■ BRIEF:
From the first line to the last, print the listing exactly.

■ ENTRIES SHOWN:
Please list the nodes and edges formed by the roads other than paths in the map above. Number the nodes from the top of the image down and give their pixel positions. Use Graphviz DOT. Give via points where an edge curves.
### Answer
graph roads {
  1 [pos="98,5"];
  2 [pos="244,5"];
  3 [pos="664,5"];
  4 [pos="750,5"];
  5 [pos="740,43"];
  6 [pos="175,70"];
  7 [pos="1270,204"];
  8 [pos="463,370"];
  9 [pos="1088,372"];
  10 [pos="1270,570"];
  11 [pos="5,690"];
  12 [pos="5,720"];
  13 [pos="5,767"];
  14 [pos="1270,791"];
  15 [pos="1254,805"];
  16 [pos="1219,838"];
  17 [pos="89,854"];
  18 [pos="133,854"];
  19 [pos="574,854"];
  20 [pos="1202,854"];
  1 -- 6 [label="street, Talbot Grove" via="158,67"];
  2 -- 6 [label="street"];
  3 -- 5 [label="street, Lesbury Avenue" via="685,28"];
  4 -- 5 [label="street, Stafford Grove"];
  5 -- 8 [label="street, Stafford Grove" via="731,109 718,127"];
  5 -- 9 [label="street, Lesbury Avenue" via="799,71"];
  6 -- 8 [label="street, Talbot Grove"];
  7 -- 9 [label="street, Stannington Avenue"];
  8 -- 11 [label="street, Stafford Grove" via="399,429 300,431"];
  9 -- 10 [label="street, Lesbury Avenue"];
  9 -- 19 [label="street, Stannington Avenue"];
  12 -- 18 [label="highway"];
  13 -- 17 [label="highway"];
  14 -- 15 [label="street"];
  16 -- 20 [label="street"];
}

■ RESPONSE BOX:
Please list the nodes and edges formed by the roads other than paths in the map above. Number the nodes from the top of the image down and give their pixel positions. Use Graphviz DOT. Give via points where an edge curves.
### Answer
graph roads {
  1 [pos="98,5"];
  2 [pos="244,5"];
  3 [pos="664,5"];
  4 [pos="750,5"];
  5 [pos="740,43"];
  6 [pos="175,70"];
  7 [pos="1270,204"];
  8 [pos="463,370"];
  9 [pos="1088,372"];
  10 [pos="1270,570"];
  11 [pos="5,690"];
  12 [pos="5,720"];
  13 [pos="5,767"];
  14 [pos="1270,791"];
  15 [pos="1254,805"];
  16 [pos="1219,838"];
  17 [pos="89,854"];
  18 [pos="133,854"];
  19 [pos="574,854"];
  20 [pos="1202,854"];
  1 -- 6 [label="street, Talbot Grove" via="158,67"];
  2 -- 6 [label="street"];
  3 -- 5 [label="street, Lesbury Avenue" via="685,28"];
  4 -- 5 [label="street, Stafford Grove"];
  5 -- 8 [label="street, Stafford Grove" via="731,109 718,127"];
  5 -- 9 [label="street, Lesbury Avenue" via="799,71"];
  6 -- 8 [label="street, Talbot Grove"];
  7 -- 9 [label="street, Stannington Avenue"];
  8 -- 11 [label="street, Stafford Grove" via="399,429 300,431"];
  9 -- 10 [label="street, Lesbury Avenue"];
  9 -- 19 [label="street, Stannington Avenue"];
  12 -- 18 [label="highway"];
  13 -- 17 [label="highway"];
  14 -- 15 [label="street"];
  16 -- 20 [label="street"];
}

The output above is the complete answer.